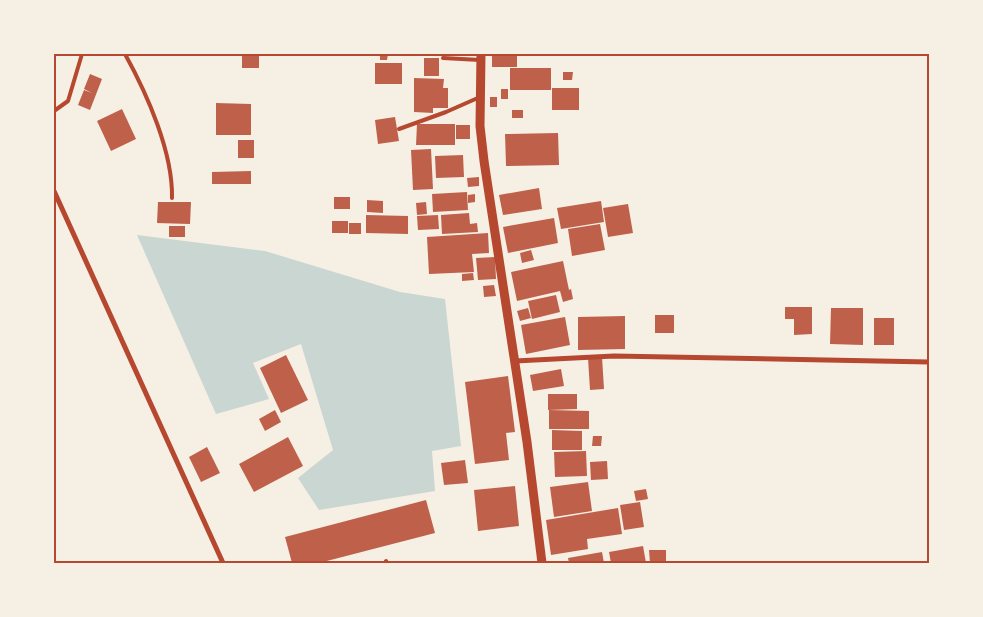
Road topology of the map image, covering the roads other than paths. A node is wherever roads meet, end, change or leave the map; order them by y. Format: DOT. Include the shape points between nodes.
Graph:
graph roads {
  1 [pos="82,54"];
  2 [pos="125,54"];
  3 [pos="480,57"];
  4 [pos="443,58"];
  5 [pos="480,97"];
  6 [pos="54,111"];
  7 [pos="400,129"];
  8 [pos="54,191"];
  9 [pos="172,198"];
  10 [pos="515,361"];
  11 [pos="929,362"];
  12 [pos="223,563"];
  13 [pos="542,563"];
  1 -- 6 [label="lane" via="68,101"];
  2 -- 9 [label="lane" via="143,87 160,135 172,180"];
  3 -- 4 [label="lane"];
  3 -- 5 [label="street"];
  5 -- 7 [label="lane"];
  5 -- 10 [label="street" via="484,161"];
  8 -- 12 [label="street"];
  10 -- 11 [label="street" via="614,356"];
  10 -- 13 [label="street"];
}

- - - - -

To do:
Images stay out; the entries above are to be printed exactly.

Response for this exercise:
Road topology of the map image, covering the roads other than paths. A node is wherever roads meet, end, change or leave the map; order them by y. Format: DOT. Include the shape points between nodes.
Graph:
graph roads {
  1 [pos="82,54"];
  2 [pos="125,54"];
  3 [pos="480,57"];
  4 [pos="443,58"];
  5 [pos="480,97"];
  6 [pos="54,111"];
  7 [pos="400,129"];
  8 [pos="54,191"];
  9 [pos="172,198"];
  10 [pos="515,361"];
  11 [pos="929,362"];
  12 [pos="223,563"];
  13 [pos="542,563"];
  1 -- 6 [label="lane" via="68,101"];
  2 -- 9 [label="lane" via="143,87 160,135 172,180"];
  3 -- 4 [label="lane"];
  3 -- 5 [label="street"];
  5 -- 7 [label="lane"];
  5 -- 10 [label="street" via="484,161"];
  8 -- 12 [label="street"];
  10 -- 11 [label="street" via="614,356"];
  10 -- 13 [label="street"];
}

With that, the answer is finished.